8.7 Opinions of Counsel.
(a) The Company shall have received the opinion of Xxxxxx
Xxxxxx & Xxxxx, counsel for Wintrust and Merger Co., dated as of the Closing
Date, and in form substantially similar to Exhibit F and reasonably satisfactory
to the Company and its counsel.
(b) The Company shall have received the opinion of Vedder,
Price, Xxxxxxx & Kammholz, P.C., counsel to the Company, dated as of the Closing
Date, to the effect that the Merger will constitute a "reorganization" within
the meaning of Section 368(a) of the Code, that the Company and Wintrust will
each be a party to such reorganization within the meaning of Section 368(a) of
the Code, and that no gain or loss will be recognized by the holders of Company
Common Stock upon the receipt of Wintrust Common Stock in exchange for their
shares of Company Common Stock, except to the extent of any cash received in
lieu of fractional share of Wintrust Common Stock. The tax opinion shall be
supported by one or more fact certificates or affidavits from Wintrust or Merger
Co., in such form and content as may reasonably be requested by counsel to the
Company.
8.8 No Adverse Changes. Between the date of this Agreement and the
Closing Date, there shall not have occurred any change or any condition, event,
circumstance, fact or occurrence, other than as provided in this Agreement, that
would have a Material Adverse Effect on Wintrust.

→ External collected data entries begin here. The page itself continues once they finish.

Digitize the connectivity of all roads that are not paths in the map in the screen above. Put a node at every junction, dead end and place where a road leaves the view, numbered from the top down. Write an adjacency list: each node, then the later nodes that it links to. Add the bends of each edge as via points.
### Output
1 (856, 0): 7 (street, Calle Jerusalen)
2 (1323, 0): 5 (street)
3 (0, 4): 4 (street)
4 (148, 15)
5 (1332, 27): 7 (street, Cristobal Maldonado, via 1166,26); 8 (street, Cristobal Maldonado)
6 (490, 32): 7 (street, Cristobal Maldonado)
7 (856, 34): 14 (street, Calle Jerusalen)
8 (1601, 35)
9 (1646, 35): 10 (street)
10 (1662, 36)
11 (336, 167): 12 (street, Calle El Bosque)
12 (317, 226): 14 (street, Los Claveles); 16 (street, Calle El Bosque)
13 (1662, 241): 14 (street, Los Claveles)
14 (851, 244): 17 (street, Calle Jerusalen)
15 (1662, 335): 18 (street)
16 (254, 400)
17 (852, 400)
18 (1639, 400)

8.9 Nasdaq Listing. The Wintrust Common Stock to be issued to holders
of Company Common Stock pursuant to the Merger shall have been approved for
listing on the Nasdaq National Market subject to official notice of issuance if
required.
8.10 Other Documents. The Company shall have received at the Closing
all such other customary documents, certificates, or instruments as they may
have reasonably requested evidencing compliance by Wintrust and Merger Co. with
the terms and conditions of this Agreement.
ARTICLE 9
NON-SURVIVAL OF REPRESENTATIONS, WARRANTIES AND COVENANTS
9.1 Non-Survival. None of the representations, warranties, covenants
and agreements in this Agreement shall survive the Effective Time, except for
those covenants or agreements contained herein which by their terms apply in
whole or in part after the Effective Time. Without limiting the foregoing, none
of the directors or officers of the Parties shall have any liability for any of
the representations, warranties, covenants and agreements contained herein.
37
ARTICLE 10
GENERAL
10.1 Expenses. Except as otherwise provided in this Section 10.1, all
costs and expenses incurred in the consummation of this transaction, including
any brokers' or finders' fees, shall be paid by the Party incurring such cost or
expense.
(a) Each of Wintrust and the Company shall bear and pay
one-half of the costs and expenses incurred in connection with the printing and
mailing of the Registration Statement, excluding legal and accounting fees and
expenses related thereto which shall be paid by the Party incurring such fees
and expenses. Registration Statement filing fees to be paid to the Commission
shall be borne and paid by Wintrust.
(b) In the event that this Agreement is terminated by Wintrust
because the Company or the Bank committed a material breach of its material
obligations under this Agreement, unless such breach is a result of the failure
by Wintrust to perform and comply in all material respects with any of its
material obligations under this Agreement which are to be performed or complied
with by it prior to or on the date of such termination, then, provided Wintrust
is in material compliance with all of its material obligations under this
Agreement, the Company shall reimburse Wintrust in an amount, not to exceed
$150,000, for the out-of-pocket expenses and costs, subject to verification
thereof, that Wintrust (i) has incurred in furtherance of this Agreement and the
transactions contemplated herein and (ii) is reasonably expected to incur as a
result of the Company's breach of this Agreement, including, but not limited to,
reasonable fees of professionals engaged for such purpose by or on behalf of
Wintrust; provided, however, that except as provided in Section 10.1(c), such
sums shall constitute liquidated damages and the receipt thereof shall be
Wintrust's sole and exclusive remedy under this Agreement. Notwithstanding the
foregoing, if this Agreement is terminated by Wintrust as a result of the
Company's willful breach of this Agreement, then in addition to recovery of its
out-of-pocket expenses and costs, Wintrust shall be entitled to recover such
other amounts as it may be entitled to receive at law or in equity.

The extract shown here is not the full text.